The printhead normally sits on a carriage which runs along a couple of rails parallel to the paper surface. The carriage rails might ideally be very smooth so the carriage would just slide gracefully along it. A lot of carriage rails are like this.
Printers very rarely use two identical rails. Two rails need to allow a bit of play in the bearings, otherwise small amounts of dirt and misalignment cause the carriage to jam. The actual print mechanism has to stay an exact spacing from the paper, so play in the bearings in not permissible.
Usually there is one large rail (10 to 15 mm in diameter) that is highly polished and determines the carriage position rigidly. There is another guide rail with a lose fitting bearing that keeps the printhead pointing in the right direction.
Changing the position of the guide rail is one way to change the printhead gap.
The bearing on the main rail is usually a brass or PTFE plastic sleeve exactly the right diameter to slide on the rail. Some earlier printer designs used ball-bearing races or rollers but again these probably allowed to much play in position.
Lubrication of rails can be an issue. Many rails are meant to be kept clean rather than noticeably lubricated. The issue is that a printer is not usually a very clean environment. Paper is often quite dusty - the cutting machinery in the paper factory makes dust and swarf. The printhead pins knock bits of fabric off the ribbon. Some of this falls onto the carriage rail. If the ail is damp with oil then the dust sticks and gets carried into the bearing where it is likely to build up irregularly and cause wear and drag.

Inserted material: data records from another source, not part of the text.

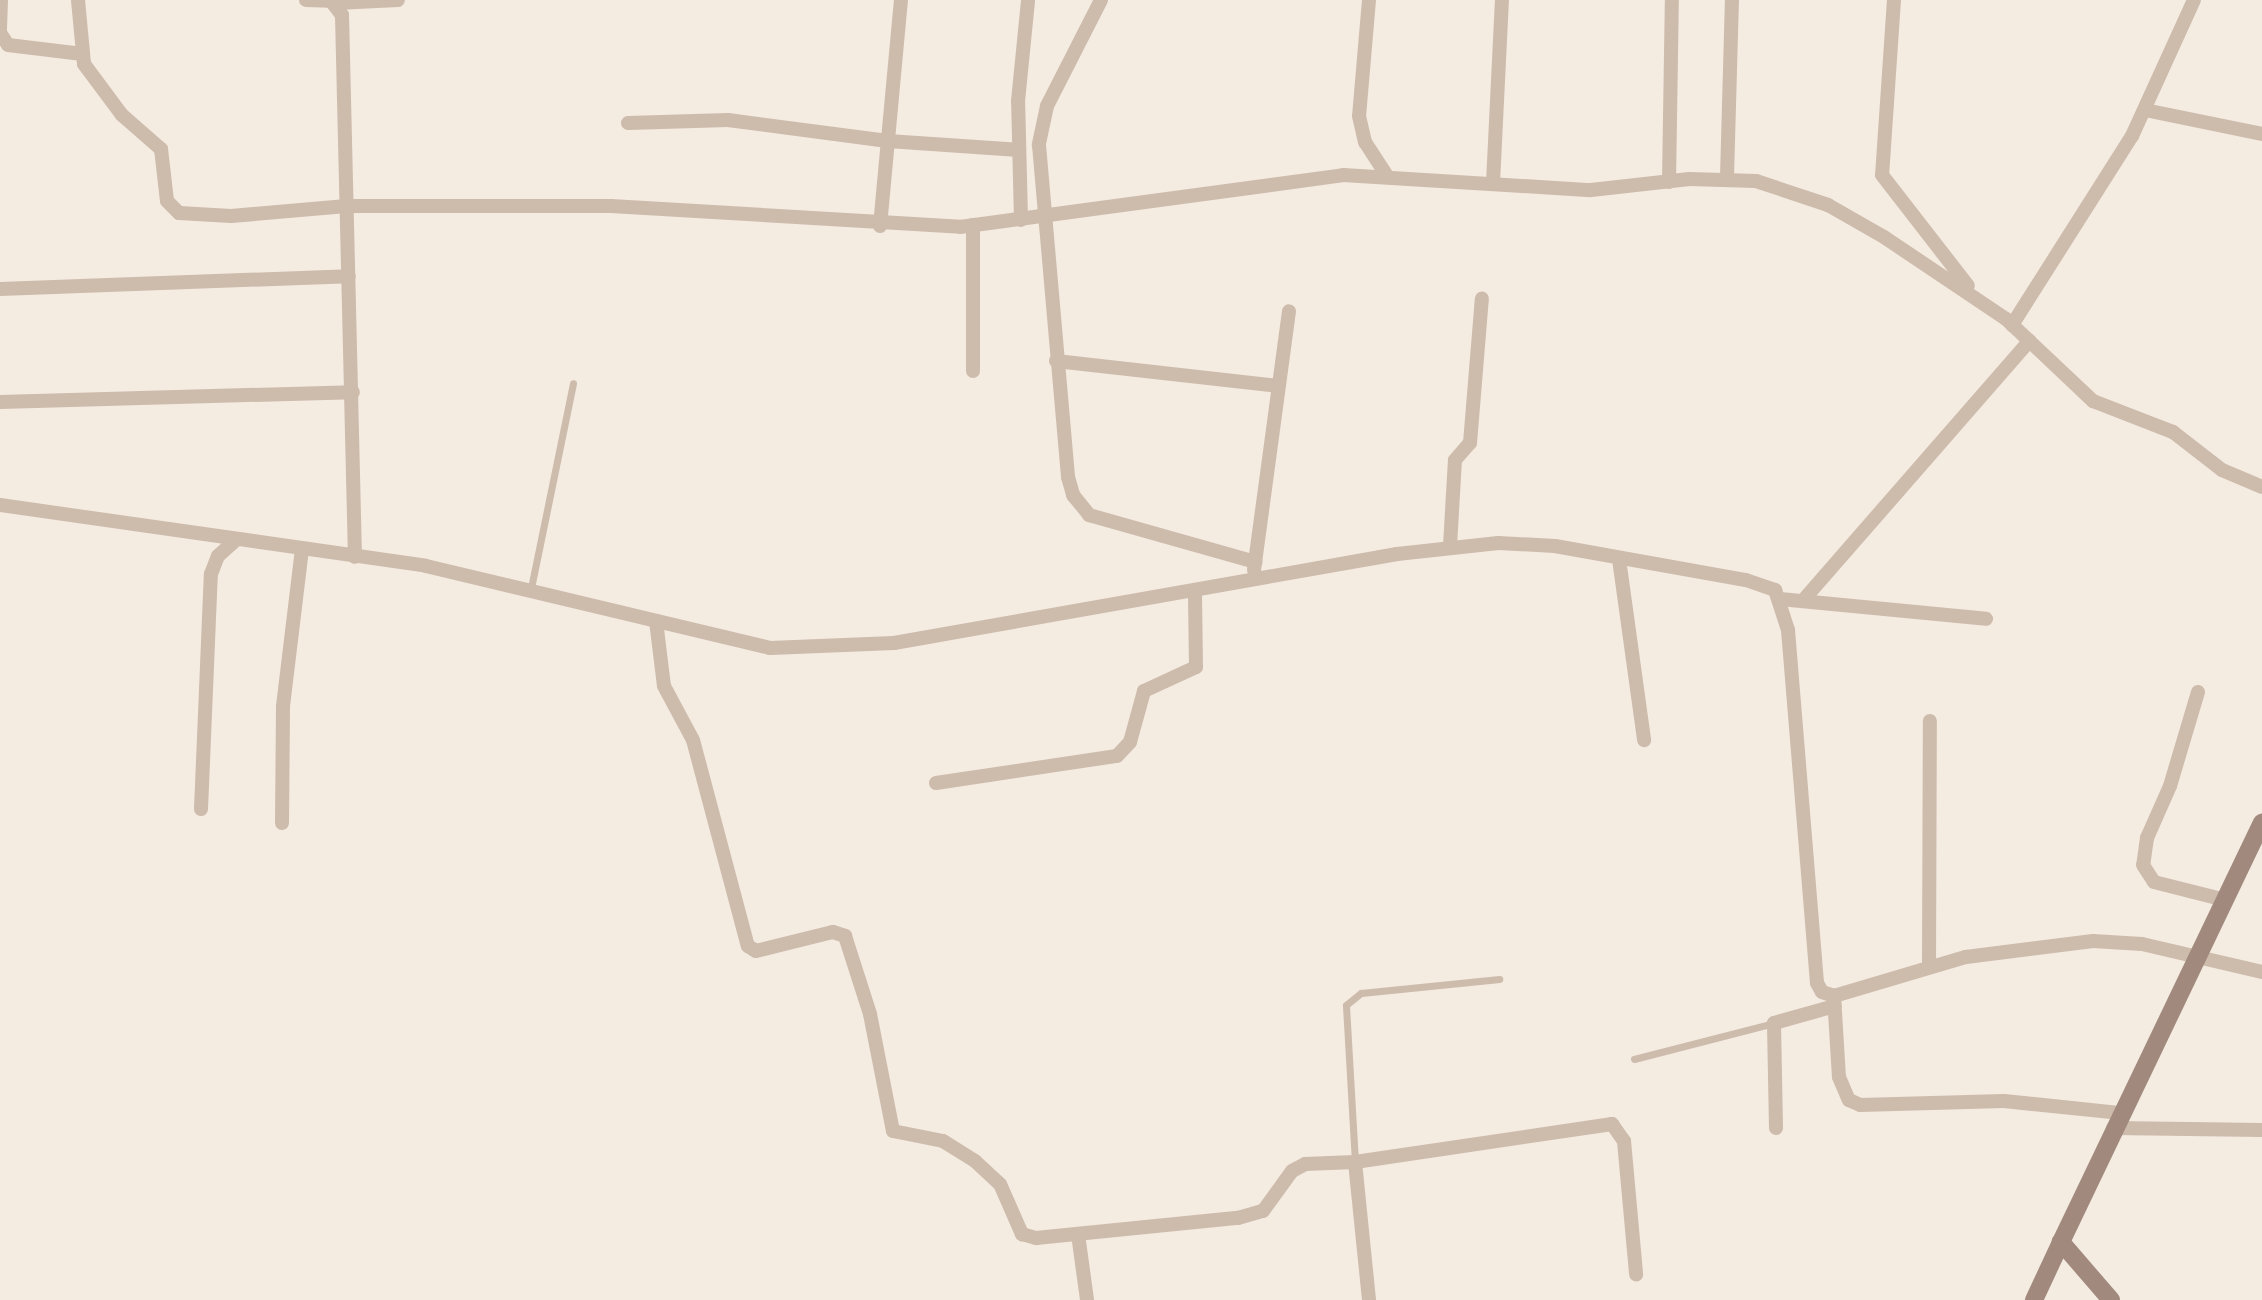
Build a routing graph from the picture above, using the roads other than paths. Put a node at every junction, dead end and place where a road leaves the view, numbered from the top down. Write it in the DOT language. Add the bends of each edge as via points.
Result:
graph roads {
  1 [pos="1,0"];
  2 [pos="78,0"];
  3 [pos="306,0"];
  4 [pos="398,0"];
  5 [pos="901,0"];
  6 [pos="1028,0"];
  7 [pos="1101,0"];
  8 [pos="1369,0"];
  9 [pos="1502,0"];
  10 [pos="1672,0"];
  11 [pos="1732,0"];
  12 [pos="1894,0"];
  13 [pos="2193,0"];
  14 [pos="336,3"];
  15 [pos="82,54"];
  16 [pos="2145,110"];
  17 [pos="628,123"];
  18 [pos="2262,134"];
  19 [pos="888,141"];
  20 [pos="1019,150"];
  21 [pos="1386,174"];
  22 [pos="1727,177"];
  23 [pos="1669,182"];
  24 [pos="1493,183"];
  25 [pos="347,206"];
  26 [pos="1033,218"];
  27 [pos="972,225"];
  28 [pos="880,226"];
  29 [pos="349,276"];
  30 [pos="0,289"];
  31 [pos="1482,298"];
  32 [pos="1979,299"];
  33 [pos="1289,311"];
  34 [pos="2012,325"];
  35 [pos="2029,341"];
  36 [pos="1056,361"];
  37 [pos="973,370"];
  38 [pos="573,383"];
  39 [pos="1279,386"];
  40 [pos="353,392"];
  41 [pos="0,402"];
  42 [pos="2262,487"];
  43 [pos="0,505"];
  44 [pos="236,540"];
  45 [pos="1450,547"];
  46 [pos="302,550"];
  47 [pos="355,557"];
  48 [pos="1619,559"];
  49 [pos="1254,572"];
  50 [pos="531,588"];
  51 [pos="1195,591"];
  52 [pos="1806,597"];
  53 [pos="1780,599"];
  54 [pos="1986,618"];
  55 [pos="656,621"];
  56 [pos="2197,692"];
  57 [pos="1930,720"];
  58 [pos="1644,740"];
  59 [pos="936,783"];
  60 [pos="201,809"];
  61 [pos="282,823"];
  62 [pos="2262,823"];
  63 [pos="2225,900"];
  64 [pos="2197,957"];
  65 [pos="1929,966"];
  66 [pos="2262,972"];
  67 [pos="1499,979"];
  68 [pos="1835,1001"];
  69 [pos="1774,1023"];
  70 [pos="1634,1059"];
  71 [pos="2117,1120"];
  72 [pos="1776,1128"];
  73 [pos="2262,1129"];
  74 [pos="1356,1162"];
  75 [pos="1078,1234"];
  76 [pos="2061,1242"];
  77 [pos="1636,1274"];
  78 [pos="1087,1300"];
  79 [pos="1369,1300"];
  80 [pos="2034,1300"];
  81 [pos="2111,1300"];
  1 -- 15 [label="street" via="0,33 8,44"];
  2 -- 15 [label="street"];
  3 -- 14 [label="street"];
  4 -- 14 [label="street"];
  5 -- 19 [label="street"];
  6 -- 20 [label="street" via="1021,43"];
  7 -- 26 [label="street" via="1041,124"];
  8 -- 21 [label="street" via="1359,116 1365,142"];
  9 -- 24 [label="street"];
  10 -- 23 [label="street"];
  11 -- 22 [label="street"];
  12 -- 32 [label="street" via="1882,175"];
  13 -- 16 [label="street"];
  14 -- 25 [label="street" via="342,15"];
  15 -- 25 [label="street" via="102,92 161,149 165,194 174,211 231,216"];
  16 -- 18 [label="street"];
  16 -- 34 [label="street" via="2074,234"];
  17 -- 19 [label="street" via="728,120"];
  19 -- 20 [label="street"];
  19 -- 28 [label="street"];
  20 -- 26 [label="street"];
  21 -- 24 [label="street"];
  21 -- 26 [label="street" via="1301,179"];
  22 -- 23 [label="street"];
  22 -- 32 [label="street" via="1773,186 1828,205"];
  23 -- 24 [label="street" via="1591,190"];
  25 -- 28 [label="street" via="611,206"];
  25 -- 29 [label="street"];
  26 -- 27 [label="street"];
  26 -- 36 [label="street"];
  27 -- 28 [label="street"];
  27 -- 37 [label="street"];
  29 -- 30 [label="street"];
  29 -- 40 [label="street"];
  31 -- 45 [label="street" via="1470,443 1455,460"];
  32 -- 34 [label="street"];
  33 -- 39 [label="street"];
  34 -- 35 [label="street"];
  35 -- 42 [label="street" via="2092,401 2173,432 2222,470"];
  35 -- 52 [label="street"];
  36 -- 39 [label="street"];
  36 -- 49 [label="street" via="1068,477 1079,507 1107,523"];
  38 -- 50 [label="lane"];
  39 -- 49 [label="street"];
  40 -- 41 [label="street"];
  40 -- 47 [label="street"];
  43 -- 44 [label="street"];
  44 -- 46 [label="street"];
  44 -- 60 [label="street" via="218,556 211,574"];
  45 -- 48 [label="street" via="1524,543"];
  45 -- 49 [label="street" via="1292,576"];
  46 -- 47 [label="street"];
  46 -- 61 [label="street" via="283,706"];
  47 -- 50 [label="street"];
  48 -- 53 [label="street" via="1746,580 1766,586"];
  48 -- 58 [label="street"];
  49 -- 51 [label="street"];
  50 -- 55 [label="street"];
  51 -- 55 [label="street" via="832,649 770,648"];
  51 -- 59 [label="street" via="1196,667 1144,691 1130,741 1118,756"];
  52 -- 53 [label="street"];
  52 -- 54 [label="street"];
  53 -- 68 [label="street" via="1794,676 1817,983"];
  55 -- 75 [label="street" via="664,685 693,740 748,946 756,951 833,932 845,936 870,1014 893,1131 943,1141 975,1161 1000,1184 1017,1226 1028,1238"];
  56 -- 63 [label="street" via="2170,786 2147,838 2143,865 2154,882"];
  57 -- 65 [label="street"];
  62 -- 63 [label="main road"];
  63 -- 64 [label="main road"];
  64 -- 65 [label="street" via="2130,943 2093,942 2011,949"];
  64 -- 66 [label="street"];
  64 -- 71 [label="main road"];
  65 -- 68 [label="street"];
  67 -- 74 [label="lane" via="1361,993 1346,1005"];
  68 -- 69 [label="street"];
  68 -- 71 [label="street" via="1839,1077 1845,1094 1860,1105 2004,1101"];
  69 -- 70 [label="lane"];
  69 -- 72 [label="street"];
  71 -- 73 [label="street"];
  71 -- 76 [label="main road"];
  74 -- 75 [label="street" via="1296,1167 1254,1215"];
  74 -- 77 [label="street" via="1612,1124 1624,1141"];
  74 -- 79 [label="street"];
  75 -- 78 [label="street"];
  76 -- 80 [label="main road"];
  76 -- 81 [label="main road"];
}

In general carriage rails should be cleaned rather than oiled. Users with an understanding of engines often dose the carriage rails with lots of oil, which may help temporarily but then turns into black gunge. The ight thing to do is usually to clean all the old oil off rails until they are shiny and remain so when the carriage is slid back and forth. Spray isopropyl onto the rails to get material out of the carriage bearings and clean it off with a tissue (idealy lint free but they are expensive). When everything is very clean give the rails a couple of dots of light oil.

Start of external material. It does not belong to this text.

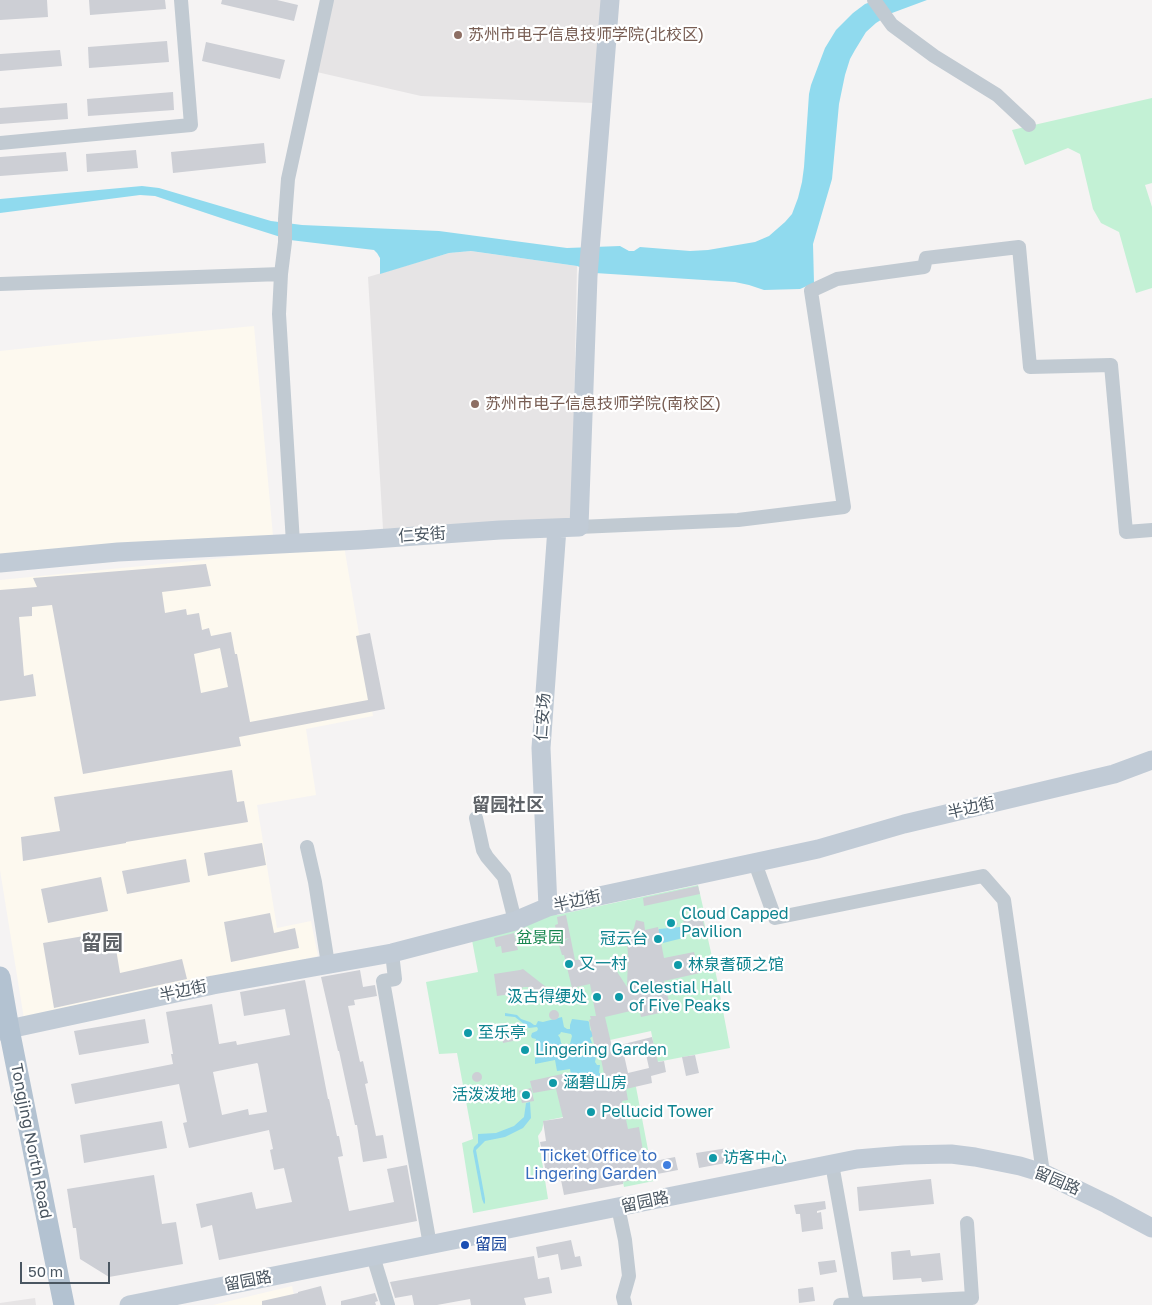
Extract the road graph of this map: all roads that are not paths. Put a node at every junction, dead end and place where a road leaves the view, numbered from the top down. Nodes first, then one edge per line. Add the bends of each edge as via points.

Some printers have a fiber lubricant pad under the carriage - not exactly a convenient place for changing or cleaning it - but the printer will be out of warranty before it needs changing. The idea is that it provides a very thin film of oil.

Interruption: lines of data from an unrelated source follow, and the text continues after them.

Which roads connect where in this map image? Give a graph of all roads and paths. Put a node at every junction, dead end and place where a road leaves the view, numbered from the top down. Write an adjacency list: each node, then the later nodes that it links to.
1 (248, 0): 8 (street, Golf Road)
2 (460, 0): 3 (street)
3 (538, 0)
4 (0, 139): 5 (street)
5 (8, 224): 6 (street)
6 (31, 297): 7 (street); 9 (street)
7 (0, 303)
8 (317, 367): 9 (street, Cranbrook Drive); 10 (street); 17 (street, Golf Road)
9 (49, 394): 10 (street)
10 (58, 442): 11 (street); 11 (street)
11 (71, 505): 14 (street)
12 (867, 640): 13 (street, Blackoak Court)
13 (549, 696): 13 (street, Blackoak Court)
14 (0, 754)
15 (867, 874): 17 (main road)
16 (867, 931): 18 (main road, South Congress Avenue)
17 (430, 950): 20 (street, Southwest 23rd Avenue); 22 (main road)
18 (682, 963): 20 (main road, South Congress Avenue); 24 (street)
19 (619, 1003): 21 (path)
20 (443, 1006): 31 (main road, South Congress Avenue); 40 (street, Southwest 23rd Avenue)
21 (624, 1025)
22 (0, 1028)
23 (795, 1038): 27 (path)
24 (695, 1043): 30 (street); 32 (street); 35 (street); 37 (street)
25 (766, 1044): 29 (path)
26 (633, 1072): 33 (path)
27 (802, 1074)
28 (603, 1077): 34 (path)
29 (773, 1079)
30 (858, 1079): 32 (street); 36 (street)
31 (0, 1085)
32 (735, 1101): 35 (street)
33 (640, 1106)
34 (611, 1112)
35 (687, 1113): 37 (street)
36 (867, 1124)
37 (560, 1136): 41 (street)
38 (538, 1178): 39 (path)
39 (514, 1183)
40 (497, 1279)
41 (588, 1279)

Other designs just seem to rely on a one-off oiling with about five small drops of oil after a clean.
A really good clean of the mechanism usually means dismantling the printer. Removing the rails and getting inside the carriage bearings can be very difficult. With the drive belt disconnected the carriage should slide very smoothly. Normally its rather difficult to guage the carriage bearing condition because sliding it by hand has to overcome the tension in the carriage belt and turns the motor into a generator and it puts up some resistance.
Carriage width is typically either 9 or 14 inches, corresponding to paper widths around A4 or A3. the 14 inch "full size" computer printout paper also needs a 14 inch width.
Printer sizes tend to be in inches for the US market so 9 inches is 225 mm and 14 inches is 350mm. There are very few printers with a carriage width beyond 14 inches. Potentially there could be some uses for something wider in plotter tasks - but dot-matrix never caught on in this role.
It costs very little more to give a printer a wider carriage - although there are issues about how the ribbon will behave. With a really wide span it may make more sense to mount the ribbon on the carriage assembly rather than on the chassis.
The problem for the carriage motor is the mass of the printhead - typically a few hundred grams of metal and plastic. Ideally the printhead moves back and forth across the page. A further refinement of the ideal is movement at constant speed so that:
- the circuitry looking up the dot-patterns and firing the printhead coils can work at a constant speed.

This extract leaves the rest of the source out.